"""
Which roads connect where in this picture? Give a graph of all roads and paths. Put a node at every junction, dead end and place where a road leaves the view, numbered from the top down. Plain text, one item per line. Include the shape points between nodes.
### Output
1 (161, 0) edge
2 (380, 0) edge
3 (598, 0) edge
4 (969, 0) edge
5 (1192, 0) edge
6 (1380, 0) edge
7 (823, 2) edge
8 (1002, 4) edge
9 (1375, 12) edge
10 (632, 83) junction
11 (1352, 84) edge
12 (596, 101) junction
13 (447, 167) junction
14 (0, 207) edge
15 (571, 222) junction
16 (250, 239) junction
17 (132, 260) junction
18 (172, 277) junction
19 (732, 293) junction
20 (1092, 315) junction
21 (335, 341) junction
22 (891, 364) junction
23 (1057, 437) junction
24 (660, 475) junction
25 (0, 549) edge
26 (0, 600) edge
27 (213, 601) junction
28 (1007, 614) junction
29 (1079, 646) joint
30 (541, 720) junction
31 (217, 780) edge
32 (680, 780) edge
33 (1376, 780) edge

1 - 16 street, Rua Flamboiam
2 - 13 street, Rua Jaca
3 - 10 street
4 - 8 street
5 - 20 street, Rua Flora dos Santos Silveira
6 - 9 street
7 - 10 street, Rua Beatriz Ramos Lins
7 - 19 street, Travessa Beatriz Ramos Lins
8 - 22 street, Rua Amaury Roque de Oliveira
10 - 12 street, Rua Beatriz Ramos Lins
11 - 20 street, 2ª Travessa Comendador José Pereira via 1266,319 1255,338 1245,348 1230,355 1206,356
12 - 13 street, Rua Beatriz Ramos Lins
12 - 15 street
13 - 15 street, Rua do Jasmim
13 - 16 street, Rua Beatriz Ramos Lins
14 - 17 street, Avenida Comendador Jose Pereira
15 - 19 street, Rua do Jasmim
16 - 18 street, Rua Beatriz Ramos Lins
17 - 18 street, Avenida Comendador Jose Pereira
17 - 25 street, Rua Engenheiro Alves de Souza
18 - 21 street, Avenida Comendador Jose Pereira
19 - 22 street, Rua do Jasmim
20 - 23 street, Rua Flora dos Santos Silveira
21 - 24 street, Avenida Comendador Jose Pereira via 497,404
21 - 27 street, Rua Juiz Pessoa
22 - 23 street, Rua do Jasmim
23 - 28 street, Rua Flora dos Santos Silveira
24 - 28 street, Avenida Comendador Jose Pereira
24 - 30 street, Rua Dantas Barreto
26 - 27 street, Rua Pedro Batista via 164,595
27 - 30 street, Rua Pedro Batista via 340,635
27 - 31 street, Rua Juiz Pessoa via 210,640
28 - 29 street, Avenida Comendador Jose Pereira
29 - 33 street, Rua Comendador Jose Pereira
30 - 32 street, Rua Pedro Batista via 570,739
"""
"""
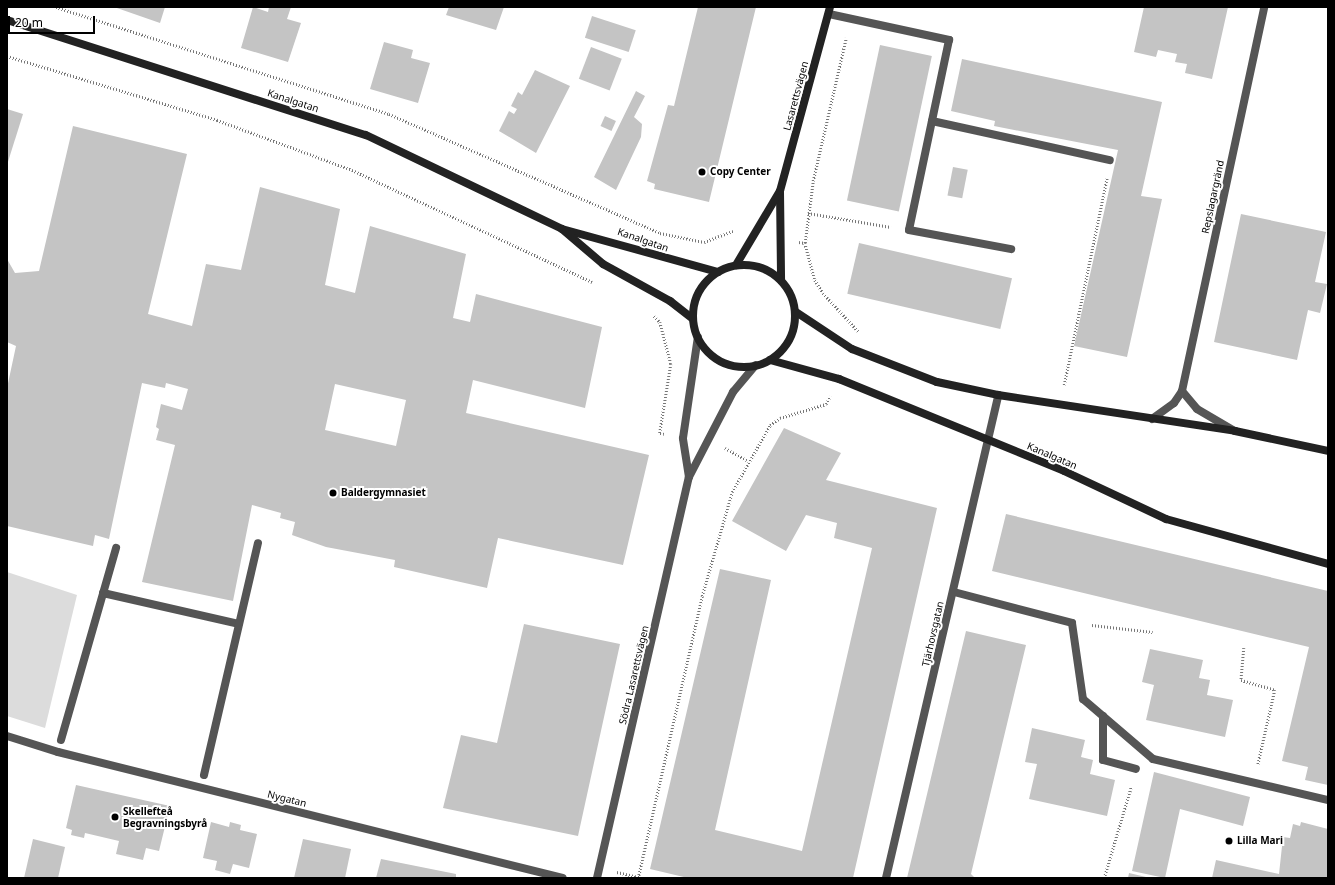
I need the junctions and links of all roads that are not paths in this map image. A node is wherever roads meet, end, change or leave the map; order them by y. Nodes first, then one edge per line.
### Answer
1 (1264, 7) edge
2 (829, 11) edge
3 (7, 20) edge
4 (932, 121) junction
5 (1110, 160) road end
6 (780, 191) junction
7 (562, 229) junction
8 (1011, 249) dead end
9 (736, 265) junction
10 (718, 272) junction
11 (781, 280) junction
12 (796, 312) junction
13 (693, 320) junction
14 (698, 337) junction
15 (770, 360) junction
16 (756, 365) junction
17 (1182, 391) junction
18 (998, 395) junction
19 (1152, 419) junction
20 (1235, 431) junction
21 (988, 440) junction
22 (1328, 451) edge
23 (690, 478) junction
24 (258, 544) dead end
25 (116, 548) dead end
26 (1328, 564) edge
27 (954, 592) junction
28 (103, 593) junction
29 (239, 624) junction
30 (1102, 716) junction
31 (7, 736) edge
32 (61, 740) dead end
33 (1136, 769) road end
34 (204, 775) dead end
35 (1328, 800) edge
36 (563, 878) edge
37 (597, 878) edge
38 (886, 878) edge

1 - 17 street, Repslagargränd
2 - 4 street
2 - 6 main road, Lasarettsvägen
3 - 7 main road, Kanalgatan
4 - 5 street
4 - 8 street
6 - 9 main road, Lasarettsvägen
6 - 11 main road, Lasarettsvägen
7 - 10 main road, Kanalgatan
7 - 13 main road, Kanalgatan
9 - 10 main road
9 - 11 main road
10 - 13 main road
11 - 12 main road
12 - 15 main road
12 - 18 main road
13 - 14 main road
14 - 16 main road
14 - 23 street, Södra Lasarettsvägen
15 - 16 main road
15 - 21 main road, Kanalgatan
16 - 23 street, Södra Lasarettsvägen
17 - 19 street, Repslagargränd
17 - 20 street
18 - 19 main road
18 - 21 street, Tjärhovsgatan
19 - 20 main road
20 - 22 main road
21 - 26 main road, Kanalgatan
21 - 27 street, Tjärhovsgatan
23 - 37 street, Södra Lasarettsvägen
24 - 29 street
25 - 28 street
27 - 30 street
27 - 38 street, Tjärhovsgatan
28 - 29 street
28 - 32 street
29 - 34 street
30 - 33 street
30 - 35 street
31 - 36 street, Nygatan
"""
## Exercise instructions
Copy out each line of the records above that includes "Jasmim".

## Solution below
13 - 15 street, Rua do Jasmim
15 - 19 street, Rua do Jasmim
19 - 22 street, Rua do Jasmim
22 - 23 street, Rua do Jasmim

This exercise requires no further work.